Quantitative and Qualitative Disclosures About Market Risk
Oil, Natural Gas and NGL Derivatives
Our results of operations and cash flows are impacted by changes in market prices for oil, natural gas and NGL. To mitigate a portion of our exposure to adverse price changes, we have entered into various derivative instruments. Our oil, natural gas and NGL derivative activities, when combined with our sales of oil, natural gas and NGL, allow us to predict with greater certainty the revenue we will receive. We believe our derivative instruments continue to be highly effective in achieving our risk management objectives.
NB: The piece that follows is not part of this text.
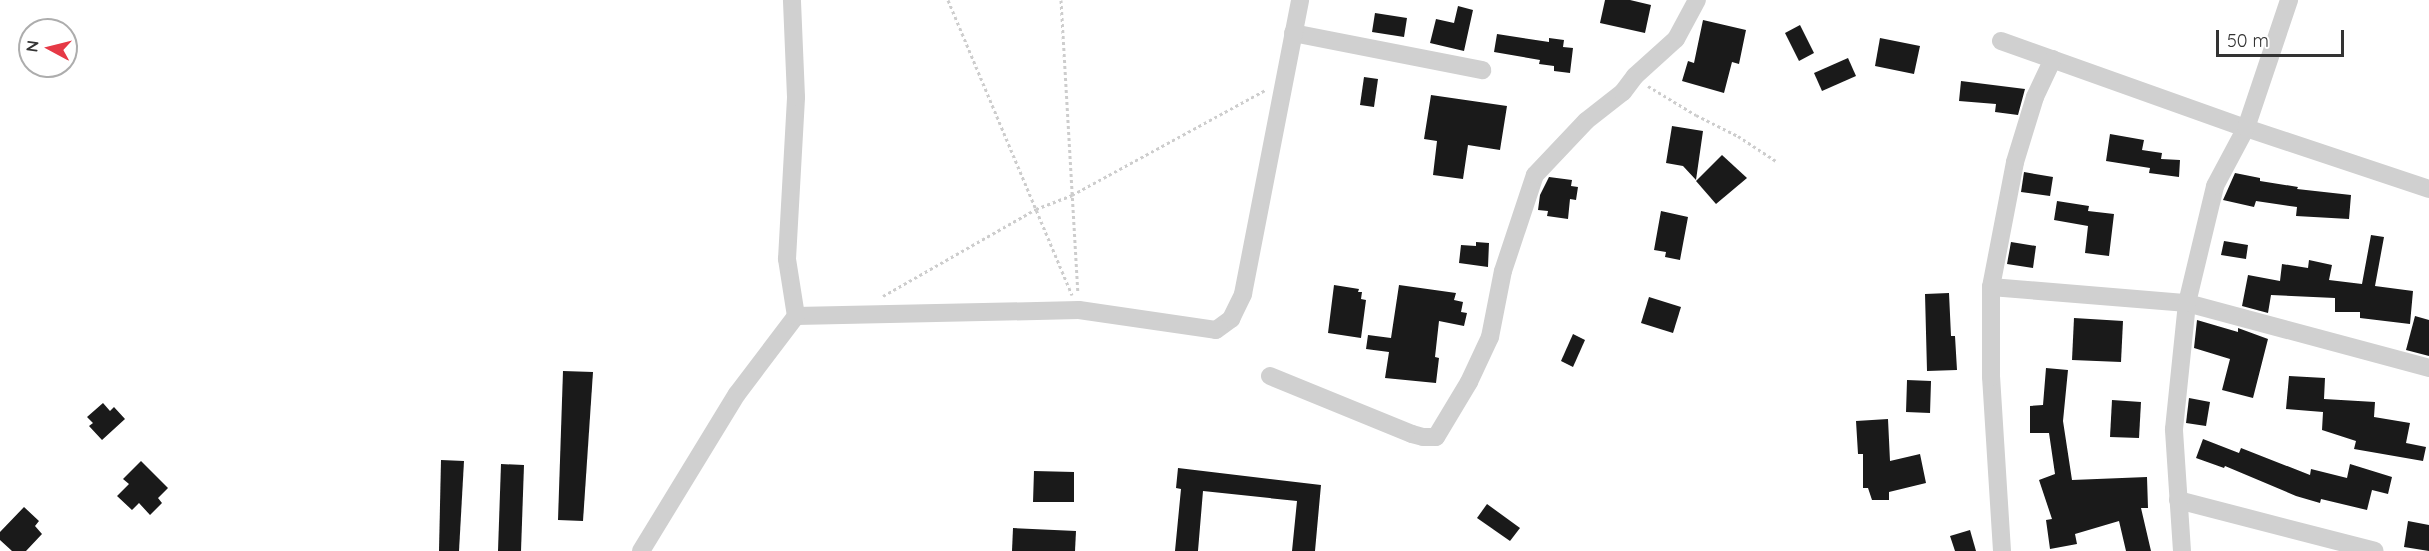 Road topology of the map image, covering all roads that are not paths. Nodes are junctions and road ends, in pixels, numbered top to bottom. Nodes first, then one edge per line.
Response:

Our general strategy for protecting short-term cash flows and attempting to mitigate exposure to adverse oil, natural gas and NGL price changes is to hedge into strengthening oil, natural gas and NGL futures markets when prices reach levels that management believes are unsustainable for the long term, have material downside risk in the short term or provide reasonable rates of return on our invested capital. Information we consider in forming an opinion about future prices includes general economic conditions, industrial output levels and expectations, producer breakeven cost structures, liquefied natural gas trends, oil and natural gas storage inventory levels, industry decline rates for base production and weather trends. Executive management is involved in our risk management activities and the Board of Directors reviews our derivative program at quarterly board meetings. We believe we have sufficient internal controls to prevent unauthorized trading.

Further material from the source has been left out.